La tentation de la ruine

Publié Mercredi 25 août 2010

Eté 2009 (l'an dernier, pour ceux qui ne suivent pas) : le Musée de Grenoble propose une exposition montée comme un triptyque monographique. Entre ceux de Gregory Forstner, Alex Katz (le « consacré »), et Duncan Wylie, c'est l'univers du dernier qui, bien qu'assez répétitif, m'avait alors ravie par son approche nihiliste de la représentation de la ville. Si j'en parle aujourd'hui c'est que - ô surprise ! - le numéro d'été 2010 du magazine art press lui a fait l'honneur de l'exposer en couverture. Dans l'article, Anne Malherbe nous apprend que l'artiste utilise comme sujet et modèle « des images liées à des événements récents, historico-politiques (Gaza, Ground Zero), naturels (Haïti au lendemain du tremblement de terre, un village après le tsunami) ou bien des vues simplement urbaines » pour peindre les différentes strates composant ses tableaux (voyez : http://www.vertetplume.com/blog/wp-content/uploads/2010/07/Duncan-Wylie-Time-piece-2010.jpg). Dans chaque œuvre, la destruction et la ruine viennent donc hanter un monde moderne friable. Une gamme de tons ocres et bleutés, souvent ponctuée d'un orange-rose fluo par touches acérées, vient souligner une chair factice saignant dans l'indifférence quasi générale.
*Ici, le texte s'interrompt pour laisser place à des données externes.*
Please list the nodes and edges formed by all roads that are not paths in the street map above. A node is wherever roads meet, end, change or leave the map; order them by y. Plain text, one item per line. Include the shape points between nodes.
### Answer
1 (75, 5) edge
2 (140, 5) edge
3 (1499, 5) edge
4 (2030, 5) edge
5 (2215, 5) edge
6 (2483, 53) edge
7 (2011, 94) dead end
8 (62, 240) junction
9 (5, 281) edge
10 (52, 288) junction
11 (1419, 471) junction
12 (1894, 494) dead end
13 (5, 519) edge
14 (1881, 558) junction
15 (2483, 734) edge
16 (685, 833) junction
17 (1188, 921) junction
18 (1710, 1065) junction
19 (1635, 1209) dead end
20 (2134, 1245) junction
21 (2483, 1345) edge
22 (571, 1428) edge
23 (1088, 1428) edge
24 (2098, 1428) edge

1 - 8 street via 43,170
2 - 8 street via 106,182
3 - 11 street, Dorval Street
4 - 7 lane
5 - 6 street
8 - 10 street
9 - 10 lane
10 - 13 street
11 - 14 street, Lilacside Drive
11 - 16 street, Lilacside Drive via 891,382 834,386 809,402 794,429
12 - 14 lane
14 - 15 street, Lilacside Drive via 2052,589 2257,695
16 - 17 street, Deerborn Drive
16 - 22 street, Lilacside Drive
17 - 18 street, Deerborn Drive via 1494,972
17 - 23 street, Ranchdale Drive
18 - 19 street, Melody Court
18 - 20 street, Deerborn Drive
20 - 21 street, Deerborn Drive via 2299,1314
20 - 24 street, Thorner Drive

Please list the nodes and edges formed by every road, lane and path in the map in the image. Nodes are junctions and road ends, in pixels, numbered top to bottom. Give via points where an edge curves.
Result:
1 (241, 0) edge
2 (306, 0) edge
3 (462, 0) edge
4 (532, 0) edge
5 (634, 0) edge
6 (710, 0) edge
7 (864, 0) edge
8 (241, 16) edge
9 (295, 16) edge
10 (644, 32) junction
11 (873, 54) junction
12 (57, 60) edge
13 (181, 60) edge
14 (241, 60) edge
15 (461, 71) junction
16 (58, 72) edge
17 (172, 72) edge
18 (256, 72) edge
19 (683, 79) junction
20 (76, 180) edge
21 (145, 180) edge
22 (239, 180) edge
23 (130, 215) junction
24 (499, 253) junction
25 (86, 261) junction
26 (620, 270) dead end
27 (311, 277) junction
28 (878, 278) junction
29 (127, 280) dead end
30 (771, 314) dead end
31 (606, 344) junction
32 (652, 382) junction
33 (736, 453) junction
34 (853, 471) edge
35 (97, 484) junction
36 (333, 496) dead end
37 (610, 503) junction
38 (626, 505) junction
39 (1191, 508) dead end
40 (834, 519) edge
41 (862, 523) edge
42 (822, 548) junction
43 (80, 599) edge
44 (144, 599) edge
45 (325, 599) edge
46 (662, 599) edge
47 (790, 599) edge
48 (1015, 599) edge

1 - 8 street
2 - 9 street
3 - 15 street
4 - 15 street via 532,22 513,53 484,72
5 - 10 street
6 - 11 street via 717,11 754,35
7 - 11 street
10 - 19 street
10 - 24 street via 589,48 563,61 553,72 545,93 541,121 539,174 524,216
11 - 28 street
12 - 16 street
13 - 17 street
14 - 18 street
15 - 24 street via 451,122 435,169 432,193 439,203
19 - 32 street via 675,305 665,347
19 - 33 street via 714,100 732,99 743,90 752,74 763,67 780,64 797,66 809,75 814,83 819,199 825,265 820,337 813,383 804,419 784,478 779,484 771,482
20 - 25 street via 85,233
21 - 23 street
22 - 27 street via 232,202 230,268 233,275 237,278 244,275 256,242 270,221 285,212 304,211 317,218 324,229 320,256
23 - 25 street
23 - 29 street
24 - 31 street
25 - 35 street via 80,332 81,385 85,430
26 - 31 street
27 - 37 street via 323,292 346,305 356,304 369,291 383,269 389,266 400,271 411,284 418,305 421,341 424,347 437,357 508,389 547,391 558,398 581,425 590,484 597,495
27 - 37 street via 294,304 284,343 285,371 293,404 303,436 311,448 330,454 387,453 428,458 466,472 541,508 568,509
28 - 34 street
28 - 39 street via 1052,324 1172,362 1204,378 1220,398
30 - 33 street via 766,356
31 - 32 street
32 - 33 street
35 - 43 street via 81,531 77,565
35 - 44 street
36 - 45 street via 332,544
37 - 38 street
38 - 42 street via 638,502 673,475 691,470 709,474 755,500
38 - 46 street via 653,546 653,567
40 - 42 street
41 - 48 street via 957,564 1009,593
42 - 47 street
Se crée un nouvel édifice par la transfiguration artistique, qui réinsuffle une vie possible aux ruines. Mais ce renouveau se couple ici paradoxalement à une dérive morbide du sujet : car c'est l'attache affective qui fait le substrat de la reconnaissance de l'œuvre dans le reflet de ces immeubles comme tombés au combat. Le sujet représenté devient trace-ruine, le couple existence et destruction laissant alors place de manière fantomatique à celui d'existence et mort. Dans l'article précité, est avancée l'idée que « L'accumulation des strates temporelles, en entremêlant des épisodes qui peuvent avoir eu lieu avant une reconstruction ou après une destruction, avant ou après un choc, finit par annuler la durée, réduisant le temps à un instant vibrant, à un noyau compact au bord de la fission. » Comme si, ce faisant, c'était la matière qui subitement remplissait l'espace-temps libéré. Duncan Wylie fait ainsi figure d'artiste dont l'obsession du chaos urbain vient graver dans le marbre la tension destructrice inhérente à nos sociétés. Rien que ça.